══ Input
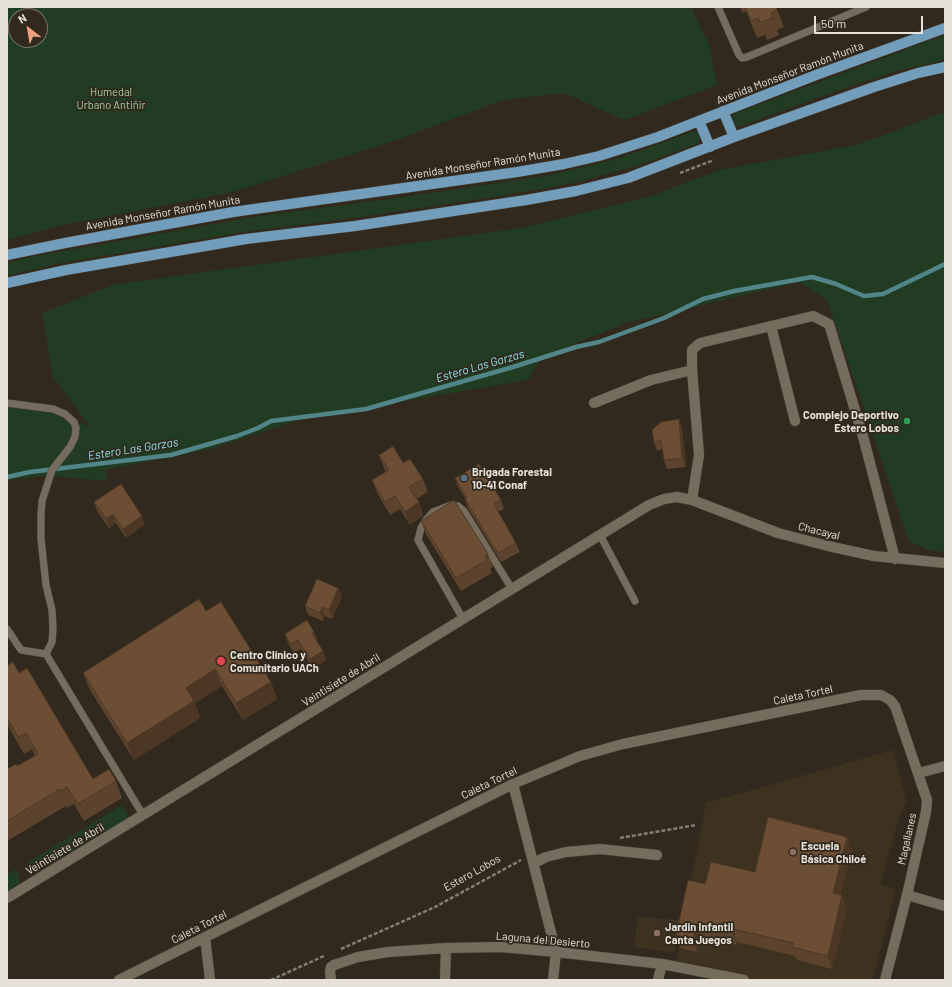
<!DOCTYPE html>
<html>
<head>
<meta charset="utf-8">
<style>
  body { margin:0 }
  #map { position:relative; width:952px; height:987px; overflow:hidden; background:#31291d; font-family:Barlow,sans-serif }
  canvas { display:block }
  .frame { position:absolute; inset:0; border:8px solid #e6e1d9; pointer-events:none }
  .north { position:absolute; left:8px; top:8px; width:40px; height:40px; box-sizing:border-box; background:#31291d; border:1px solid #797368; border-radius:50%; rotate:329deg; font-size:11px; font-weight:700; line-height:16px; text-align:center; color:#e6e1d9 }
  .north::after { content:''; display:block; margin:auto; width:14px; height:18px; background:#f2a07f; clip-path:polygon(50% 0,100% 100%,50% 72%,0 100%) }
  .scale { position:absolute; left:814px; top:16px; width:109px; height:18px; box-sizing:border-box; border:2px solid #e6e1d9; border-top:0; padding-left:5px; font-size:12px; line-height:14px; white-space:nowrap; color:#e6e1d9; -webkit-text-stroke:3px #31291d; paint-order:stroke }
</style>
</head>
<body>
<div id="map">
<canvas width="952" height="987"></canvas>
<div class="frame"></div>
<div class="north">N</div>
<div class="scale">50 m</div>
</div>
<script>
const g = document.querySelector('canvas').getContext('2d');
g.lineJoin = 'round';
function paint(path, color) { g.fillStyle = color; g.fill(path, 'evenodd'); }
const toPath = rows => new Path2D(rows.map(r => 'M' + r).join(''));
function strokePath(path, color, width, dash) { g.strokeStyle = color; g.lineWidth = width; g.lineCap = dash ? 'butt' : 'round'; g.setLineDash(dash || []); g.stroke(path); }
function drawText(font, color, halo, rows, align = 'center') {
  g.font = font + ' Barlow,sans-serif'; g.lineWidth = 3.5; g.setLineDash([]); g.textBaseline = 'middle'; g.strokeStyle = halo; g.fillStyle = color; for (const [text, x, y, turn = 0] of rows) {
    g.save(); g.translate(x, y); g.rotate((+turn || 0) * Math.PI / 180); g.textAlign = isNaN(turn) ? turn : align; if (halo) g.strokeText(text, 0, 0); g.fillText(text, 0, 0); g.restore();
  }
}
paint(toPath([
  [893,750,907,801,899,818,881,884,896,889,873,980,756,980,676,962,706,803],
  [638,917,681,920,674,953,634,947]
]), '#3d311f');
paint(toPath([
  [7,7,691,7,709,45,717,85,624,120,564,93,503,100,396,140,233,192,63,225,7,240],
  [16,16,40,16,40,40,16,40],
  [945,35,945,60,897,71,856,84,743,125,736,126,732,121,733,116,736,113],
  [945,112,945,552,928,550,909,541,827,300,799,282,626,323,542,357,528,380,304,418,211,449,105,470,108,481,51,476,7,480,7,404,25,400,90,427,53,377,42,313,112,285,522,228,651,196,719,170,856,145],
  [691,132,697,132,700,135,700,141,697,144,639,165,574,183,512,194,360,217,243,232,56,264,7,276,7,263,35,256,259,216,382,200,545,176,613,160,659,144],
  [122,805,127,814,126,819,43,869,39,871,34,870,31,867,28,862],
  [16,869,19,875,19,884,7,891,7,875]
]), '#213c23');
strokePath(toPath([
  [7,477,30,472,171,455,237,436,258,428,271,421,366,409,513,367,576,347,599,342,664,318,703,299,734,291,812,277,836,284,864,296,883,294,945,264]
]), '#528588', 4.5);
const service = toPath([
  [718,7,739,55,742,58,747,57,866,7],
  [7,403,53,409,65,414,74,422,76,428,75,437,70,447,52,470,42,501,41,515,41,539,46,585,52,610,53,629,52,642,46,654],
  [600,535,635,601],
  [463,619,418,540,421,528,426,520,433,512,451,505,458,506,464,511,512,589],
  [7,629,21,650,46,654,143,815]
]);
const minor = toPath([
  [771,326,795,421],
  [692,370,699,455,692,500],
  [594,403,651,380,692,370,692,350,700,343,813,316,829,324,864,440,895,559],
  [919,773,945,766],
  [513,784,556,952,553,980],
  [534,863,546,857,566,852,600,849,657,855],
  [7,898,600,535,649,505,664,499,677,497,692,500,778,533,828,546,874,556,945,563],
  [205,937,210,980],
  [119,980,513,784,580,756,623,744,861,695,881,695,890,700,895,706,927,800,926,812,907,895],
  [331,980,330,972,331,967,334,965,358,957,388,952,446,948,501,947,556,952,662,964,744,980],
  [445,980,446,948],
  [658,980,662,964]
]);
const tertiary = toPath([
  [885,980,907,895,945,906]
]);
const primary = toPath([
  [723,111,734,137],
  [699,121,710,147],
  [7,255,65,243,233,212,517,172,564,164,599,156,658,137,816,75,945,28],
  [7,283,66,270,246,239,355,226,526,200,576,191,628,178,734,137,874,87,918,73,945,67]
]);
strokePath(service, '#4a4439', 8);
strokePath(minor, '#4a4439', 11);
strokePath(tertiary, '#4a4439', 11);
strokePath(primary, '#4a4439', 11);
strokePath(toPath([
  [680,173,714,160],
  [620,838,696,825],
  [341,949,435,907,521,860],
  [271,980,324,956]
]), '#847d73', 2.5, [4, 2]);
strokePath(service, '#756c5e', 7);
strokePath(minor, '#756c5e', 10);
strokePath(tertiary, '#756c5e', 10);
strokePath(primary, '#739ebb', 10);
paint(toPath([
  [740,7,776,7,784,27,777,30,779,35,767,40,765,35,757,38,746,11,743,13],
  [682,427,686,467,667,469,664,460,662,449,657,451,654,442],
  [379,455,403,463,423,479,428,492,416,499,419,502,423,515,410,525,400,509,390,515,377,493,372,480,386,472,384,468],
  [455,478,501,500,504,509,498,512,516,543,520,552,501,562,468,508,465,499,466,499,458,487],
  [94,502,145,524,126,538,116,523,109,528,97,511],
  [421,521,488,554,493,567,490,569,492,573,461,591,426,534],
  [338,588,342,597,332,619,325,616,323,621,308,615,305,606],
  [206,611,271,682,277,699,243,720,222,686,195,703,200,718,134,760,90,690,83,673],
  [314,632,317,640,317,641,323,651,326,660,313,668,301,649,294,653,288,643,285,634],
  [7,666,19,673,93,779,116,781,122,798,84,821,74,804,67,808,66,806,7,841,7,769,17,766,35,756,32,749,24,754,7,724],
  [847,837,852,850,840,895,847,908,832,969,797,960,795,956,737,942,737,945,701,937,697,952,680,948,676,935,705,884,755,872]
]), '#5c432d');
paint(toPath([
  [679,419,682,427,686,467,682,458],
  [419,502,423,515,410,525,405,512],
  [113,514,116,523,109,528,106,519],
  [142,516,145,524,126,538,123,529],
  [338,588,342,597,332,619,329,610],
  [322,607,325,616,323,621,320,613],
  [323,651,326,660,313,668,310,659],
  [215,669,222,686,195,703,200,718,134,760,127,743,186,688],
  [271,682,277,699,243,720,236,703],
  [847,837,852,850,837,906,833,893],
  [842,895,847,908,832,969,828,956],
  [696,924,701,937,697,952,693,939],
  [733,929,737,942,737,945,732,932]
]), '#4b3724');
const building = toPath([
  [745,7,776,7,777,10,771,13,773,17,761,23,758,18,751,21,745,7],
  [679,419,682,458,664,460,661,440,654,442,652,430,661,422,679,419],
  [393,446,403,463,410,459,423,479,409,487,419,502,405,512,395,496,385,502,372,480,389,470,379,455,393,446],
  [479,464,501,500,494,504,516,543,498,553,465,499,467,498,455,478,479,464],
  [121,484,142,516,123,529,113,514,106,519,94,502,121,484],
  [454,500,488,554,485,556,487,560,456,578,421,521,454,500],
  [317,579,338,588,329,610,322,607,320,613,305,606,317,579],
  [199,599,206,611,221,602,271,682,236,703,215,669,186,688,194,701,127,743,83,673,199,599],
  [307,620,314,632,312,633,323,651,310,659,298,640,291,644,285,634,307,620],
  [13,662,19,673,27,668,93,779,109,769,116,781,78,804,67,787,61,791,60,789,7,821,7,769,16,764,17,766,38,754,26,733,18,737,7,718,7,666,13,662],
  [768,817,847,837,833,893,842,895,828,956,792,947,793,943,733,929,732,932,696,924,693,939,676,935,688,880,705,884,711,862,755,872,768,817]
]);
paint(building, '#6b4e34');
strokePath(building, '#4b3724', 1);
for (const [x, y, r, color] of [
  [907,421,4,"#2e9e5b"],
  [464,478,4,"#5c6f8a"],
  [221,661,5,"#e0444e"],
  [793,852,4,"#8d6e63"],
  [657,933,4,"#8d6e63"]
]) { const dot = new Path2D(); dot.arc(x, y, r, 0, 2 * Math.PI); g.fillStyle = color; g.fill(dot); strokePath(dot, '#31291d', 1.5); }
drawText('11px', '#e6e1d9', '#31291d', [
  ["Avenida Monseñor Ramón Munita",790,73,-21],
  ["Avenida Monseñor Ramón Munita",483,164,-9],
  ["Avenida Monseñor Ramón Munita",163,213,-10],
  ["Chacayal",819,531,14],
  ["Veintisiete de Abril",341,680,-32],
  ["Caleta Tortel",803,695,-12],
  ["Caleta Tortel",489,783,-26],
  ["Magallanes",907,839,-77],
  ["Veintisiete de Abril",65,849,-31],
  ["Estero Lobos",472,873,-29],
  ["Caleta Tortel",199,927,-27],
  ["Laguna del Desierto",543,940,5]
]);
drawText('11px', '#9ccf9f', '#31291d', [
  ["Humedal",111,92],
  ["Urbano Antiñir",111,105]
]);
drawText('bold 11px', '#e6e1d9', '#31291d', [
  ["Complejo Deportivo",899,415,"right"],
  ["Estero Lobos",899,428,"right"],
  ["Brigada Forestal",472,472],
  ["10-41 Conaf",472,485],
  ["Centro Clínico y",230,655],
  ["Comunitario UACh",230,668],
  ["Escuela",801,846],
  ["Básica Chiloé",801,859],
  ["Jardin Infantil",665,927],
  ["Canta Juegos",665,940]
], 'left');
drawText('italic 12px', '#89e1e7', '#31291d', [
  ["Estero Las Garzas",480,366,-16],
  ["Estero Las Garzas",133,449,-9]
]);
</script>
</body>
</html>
════
▶ _What to produce_: Search the material above for the word "setLineDash", and return each line that holds it.

▶ _Answer box_:
function strokePath(path, color, width, dash) { g.strokeStyle = color; g.lineWidth = width; g.lineCap = dash ? 'butt' : 'round'; g.setLineDash(dash || []); g.stroke(path); }
  g.font = font + ' Barlow,sans-serif'; g.lineWidth = 3.5; g.setLineDash([]); g.textBaseline = 'middle'; g.strokeStyle = halo; g.fillStyle = color; for (const [text, x, y, turn = 0] of rows) {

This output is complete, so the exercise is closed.